|4 oz fine-quality bittersweet chocolate, chopped|
|6 Tbsp unsalted butter, cut into pieces|
|1 Tbsp instant espresso powder disolved in 1/2 Tbsp boiling water|
|3/4 cup sugar|
|1 tsp pure vanilla|
|2 large eggs|
|1/2 cup all-purpose flour|
|1/4 tsp salt|
|1/2 cup chopped walnuts|
|Cream Cheese Layer:|
|4 oz cream cheese, softened|
|3 Tbsp unsalted butter, softened|
|1/4 cup confectioners' sugar, sifted|
|1/2 tsp pure vanilla|
|1/2 tsp cinnamon|
|3 oz fine-quality bittersweet chocolate|
|1 Tbsp unsalted butter|
|1/4 cup heavy cream|
|2 1/4 tsp instant espresso powder disolved in 1/2 Tbsp boiling water|
Preheat oven to 350ºF. Butter and flour an 8-inch square baking pan, knocking out excess flour. In a heavy saucepan, melt chocolate and butter with espresso mixture over low heat, stirring until smooth. Remove pan from heat. Cool mixture to lukewarm, and whisk in sugar and vanilla. Add eggs, one at a time, whisking well until mixture is glossy and smooth. Stir in flour, salt, and walnuts. Spread butter evenly in pan, and bake in middle of the oven 22 to 25 minutes or until a tester comes out with crumbs adhering to it. Cool completely in pan on rack.
Cream Cheese Layer:
In a bowl with an electric mixer, beat cream cheese and butter until light and fluffy. Add powdered sugar, vanilla, and cinnamon, and beat until combined well. Spread mixture evenly over brownie layer. Chill for one hour or until firm.

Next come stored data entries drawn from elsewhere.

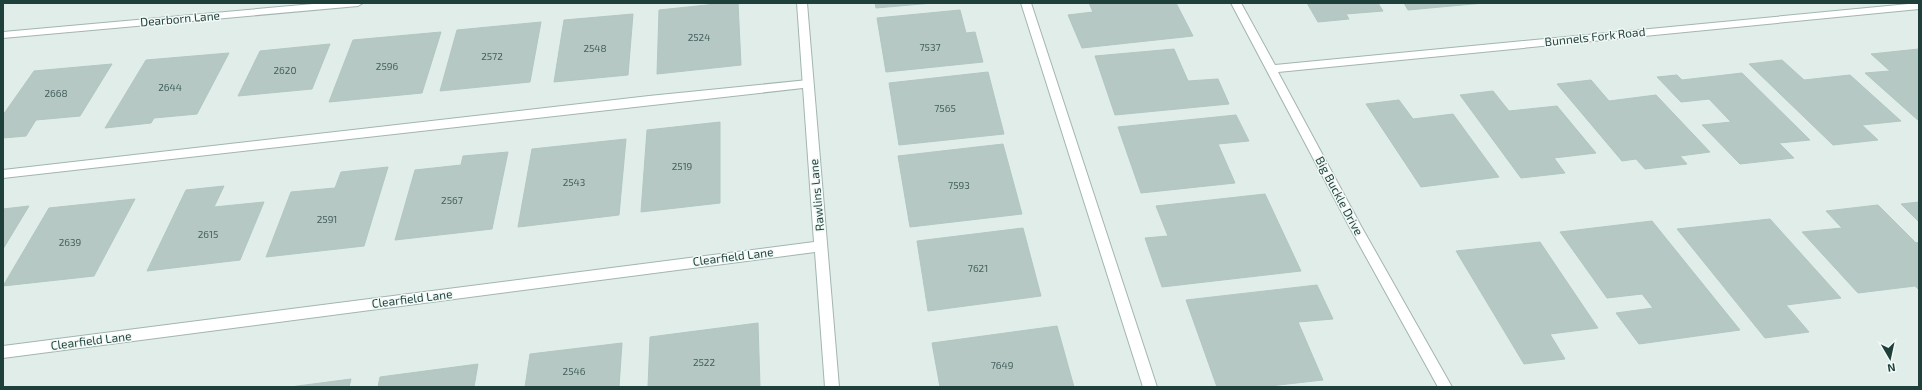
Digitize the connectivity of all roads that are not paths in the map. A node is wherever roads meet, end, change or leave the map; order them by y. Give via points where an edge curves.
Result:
1 (358, 3) edge
2 (802, 3) edge
3 (1026, 3) edge
4 (1236, 3) edge
5 (1919, 6) edge
6 (3, 36) edge
7 (1272, 69) junction
8 (808, 84) junction
9 (3, 174) edge
10 (821, 246) junction
11 (3, 352) edge
12 (832, 387) edge
13 (1150, 387) edge
14 (1445, 387) edge

1 - 6 street, Dearborn Lane
2 - 8 street, Rawlins Lane
3 - 13 street
4 - 7 street, Big Buckle Drive
5 - 7 street, Bunnels Fork Road
7 - 14 street, Big Buckle Drive via 1356,228
8 - 9 street
8 - 10 street, Rawlins Lane
10 - 11 street, Clearfield Lane
10 - 12 street, Rawlins Lane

In a double boiler or bowl, set over barely simmering water, melt chocolate, and butter with cream and espresso mixture, stirring until smooth. Remove from heat, and cool to room temperature. Spread glaze carefully over brownies. Chill brownies, covered, for 3 hours or until cold. Cut into 24 squares while still cold and serve cold, at room temperature, or frozen. Store in the refrigerator or freezer.